* **WHAT YOU WILL DO**
Everything in the records must be copied exactly except the pictures.

* **EXTRACTED RECORDS**
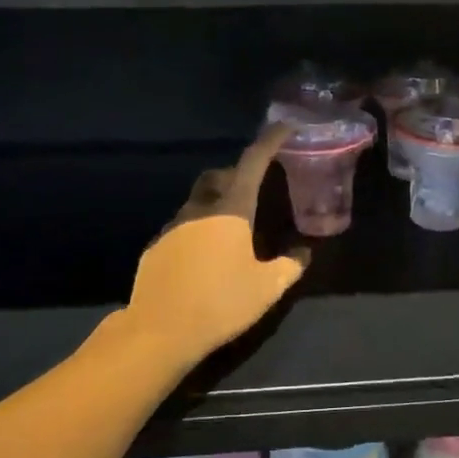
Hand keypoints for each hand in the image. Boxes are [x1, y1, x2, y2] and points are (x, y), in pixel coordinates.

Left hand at [120, 125, 307, 367]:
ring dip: (215, 205)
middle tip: (254, 189)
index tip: (284, 128)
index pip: (252, 163)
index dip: (270, 142)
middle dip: (236, 174)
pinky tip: (204, 258)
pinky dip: (197, 230)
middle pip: (217, 177)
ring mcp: (172, 227)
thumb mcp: (267, 288)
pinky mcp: (155, 248)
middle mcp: (199, 210)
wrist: (161, 330)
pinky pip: (181, 228)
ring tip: (231, 231)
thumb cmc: (221, 303)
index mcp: (231, 211)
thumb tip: (303, 254)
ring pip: (197, 203)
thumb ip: (289, 266)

* **EXERCISE RESULT**
Hand keypoints for each hand in the image. Boxes are [x1, y1, x2, y2] and points are (x, y), in pixel coordinates.

Left hand at [120, 125, 307, 367]:
ring dip: (215, 205)
middle tip: (254, 189)
index tip: (284, 128)
index pip: (252, 163)
index dip: (270, 142)
middle dip: (236, 174)
pinky tip: (204, 258)
pinky dip: (197, 230)
middle pip: (217, 177)
ring mcp: (172, 227)
thumb mcp: (267, 288)
pinky mcp: (155, 248)
middle mcp: (199, 210)
wrist: (161, 330)
pinky pip: (181, 228)
ring tip: (231, 231)
thumb cmc: (221, 303)
index mcp: (231, 211)
thumb tip: (303, 254)
ring pip: (197, 203)
thumb ip: (289, 266)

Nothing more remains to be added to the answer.